Na recuperação económica pós pandemia as cidades africanas, sobretudo as grandes, serão pontos de entrada para as empresas e investidores que venham instalar-se e expandir-se no continente e as três maiores cidades, tal como o são agora, vão seguramente atrair essas empresas e investidores.

Referimo-nos às três maiores cidades da África Subsaariana: Lagos (Nigéria), Joanesburgo (África do Sul) e Kinshasa (República Democrática do Congo).

No entanto, para além destas três cidades, outras também oferecem oportunidades de investimento na recuperação económica.

Na Africa Ocidental  pensamos nas seguintes:Ibadan, Kano, Abidjan, Ouagadougou e Dacar; quatro na África Oriental: Dar Es Salaam, Nairobi, Addis Abeba e Cartum e uma cidade na África Austral, Luanda.

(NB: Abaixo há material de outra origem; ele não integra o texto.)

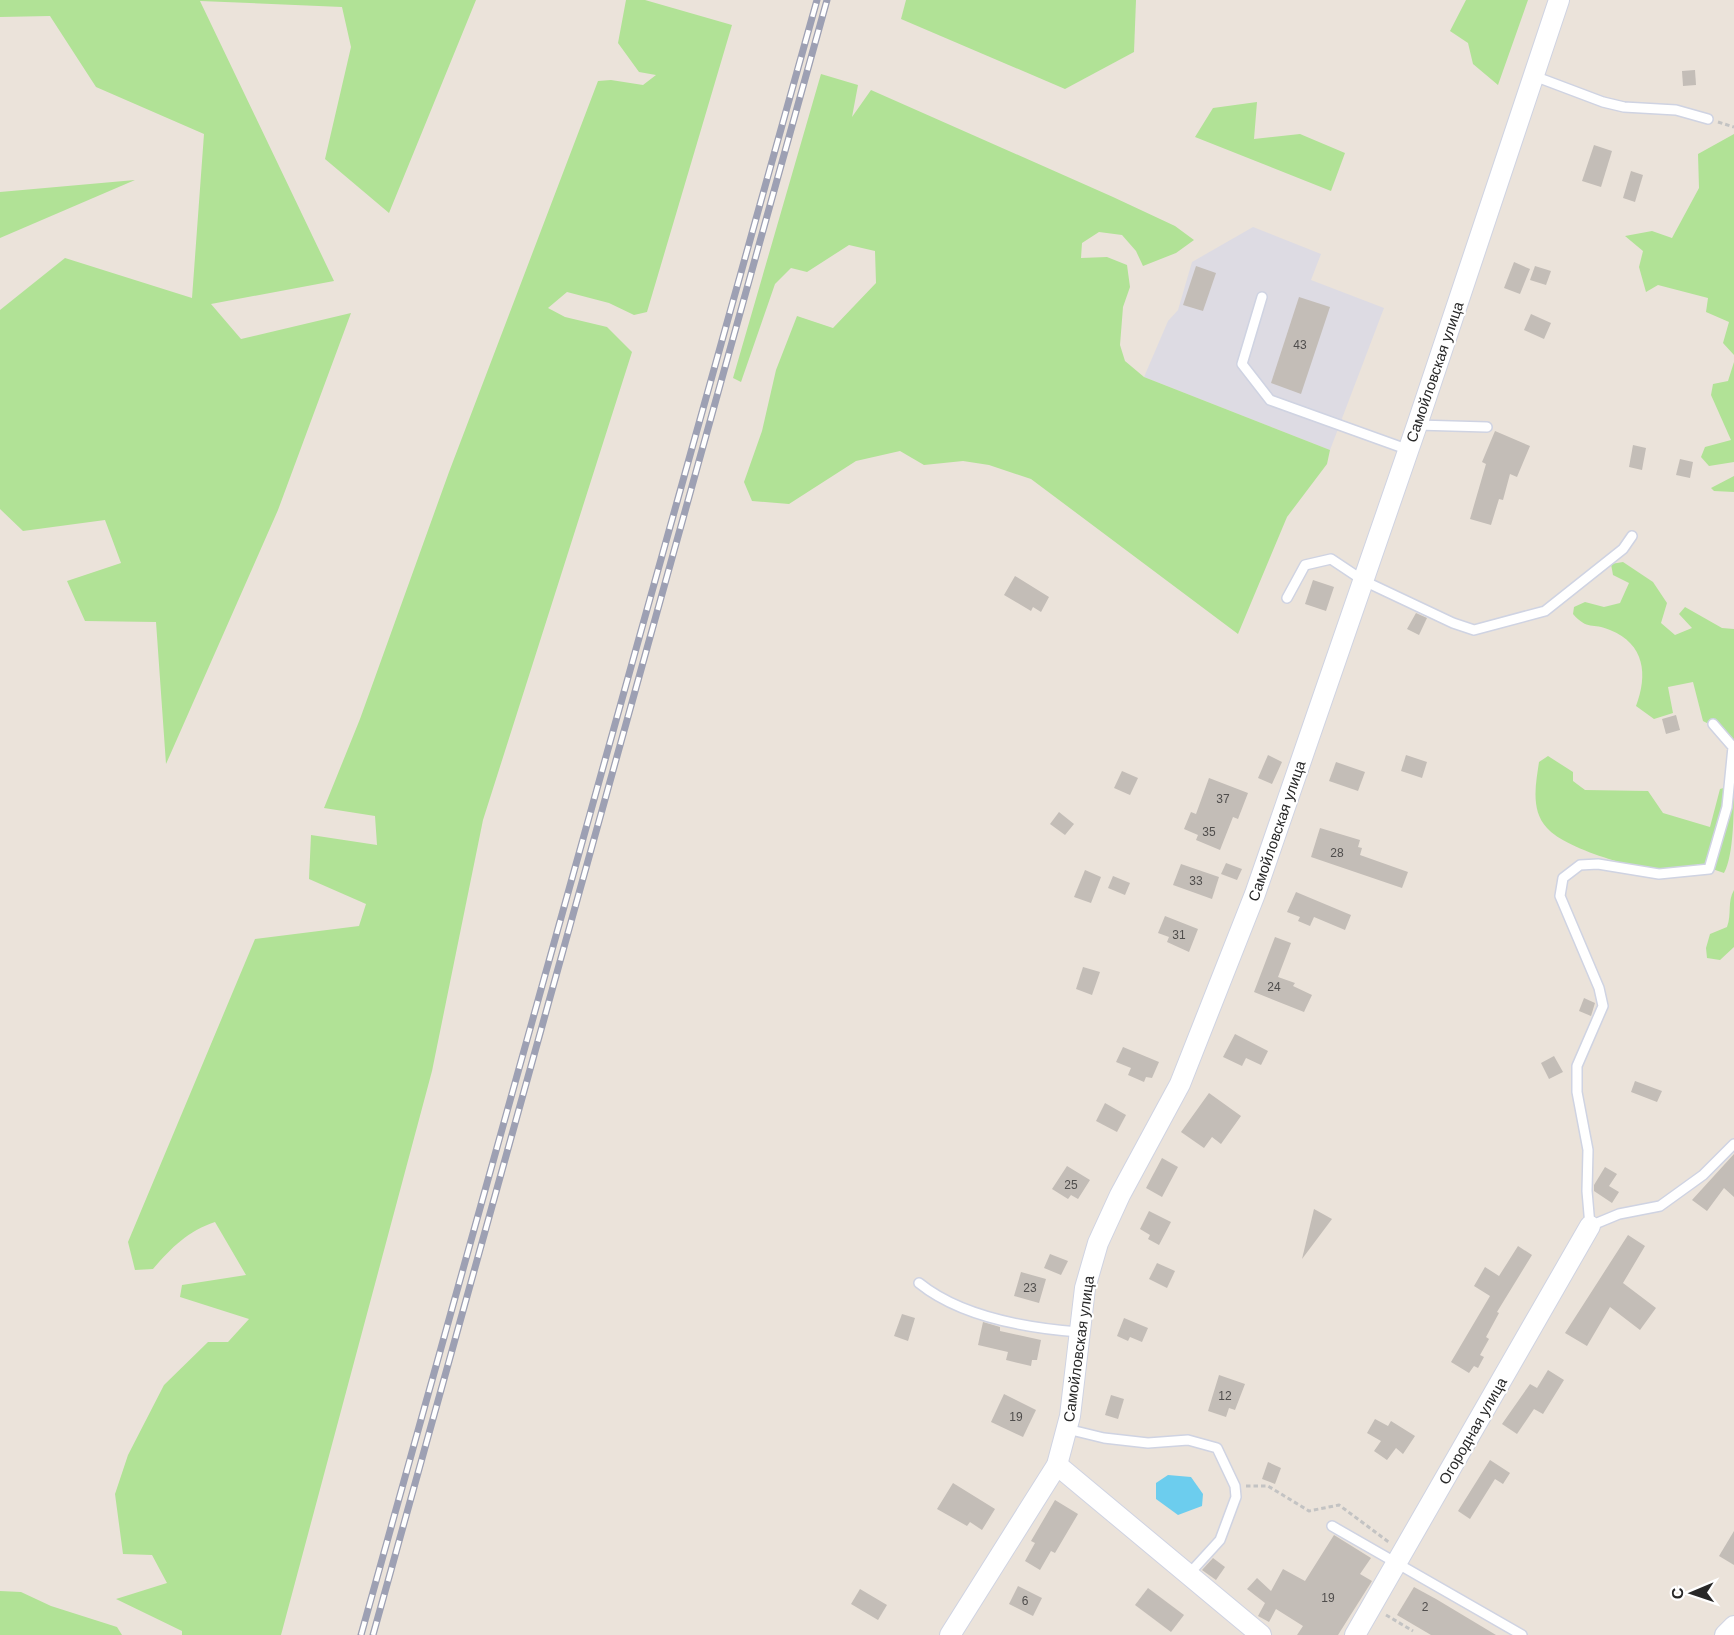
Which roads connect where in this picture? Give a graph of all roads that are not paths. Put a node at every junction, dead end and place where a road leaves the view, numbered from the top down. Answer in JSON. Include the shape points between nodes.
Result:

Todas com enorme potencial.

Mas existem outras, tais como Cidade do Cabo e Durban ambas na África do Sul mas também Accra , Lusaca e Maputo.

O continente Africano alberga quatro das chamadas megacidades do mundo: Cairo, Lagos, Kinshasa e Joanesburgo.

Muitas cidades africanas mostram um notável dinamismo económico.

Antes da pandemia, Accra e Addis Abeba estavam em franca expansão, e encontravam-se, entre as economias urbanas de crescimento mais rápido do mundo.

Luanda, Maputo, Lusaca, Lagos e Abuja também crescem rapidamente, enquanto Kigali (capital do Ruanda) ambiciona transformar-se num “centro de excelência urbana na África”.

Com muitas infraestruturas das cidades capitais a vergarem-se sob o peso da rápida urbanização, foram construídas novas “cidades satélites” na periferia das principais cidades da África, incluindo a Cidade do Kilamba em Luanda Norte, que tive oportunidade de visitar detalhadamente.

Com sessenta cidades com mais de 1 milhão de habitantes, África urbaniza-se mais rapidamente do que qualquer outro continente.

A população urbana aumenta em média 3,5% ao ano, e algumas cidades tais como Abuja e Luanda crescem a um ritmo de 9 e 6 por cento ao ano respetivamente.

As maiores concentrações de populações de classe média estão em cidades sul-Africanas (Johannesburg, Cidade do Cabo e Durban), mas o crescimento mais rápido da classe média urbana ocorre em cidades como Lagos, Abuja, Luanda, Acra e Nairobi.

Mesmo durante a pandemia, muitas cidades africanas, continuaram a desempenhar um papel importante no empreendedorismo e inovação, e várias posicionam-se como centros de tecnologia e pesquisa no continente.

As cidades impulsionaram novas formas de serviços bancários caracterizados por plataformas de pagamento móvel, como o M-Pesa no Quênia, que agora é usado por cerca de 70% da população adulta, e permanecem os grandes centros financeiros do continente.

Joanesburgo, Casablanca, Lagos e Nairobi consolidaram as suas posições como centros bancários regionais e oferecem uma massa crítica de serviços, enquanto Port Louis (Ilhas Maurícias) evolui rapidamente para se tornar um centro bancário eminentemente offshore.

Antes da pandemia os mercados imobiliários em países como o Gana e o Quénia estavam a melhorar em matéria de transparência, para aumentar a atratividade do ambiente operacional de negócios através da criação de parques tecnológicos, com o objetivo estratégico de que as suas cidades se tornassem polos de atracão regionais e que servissem de trampolim para alcançar os centros de produção e os mercados de consumo importantes do Oeste e Leste de África, respetivamente.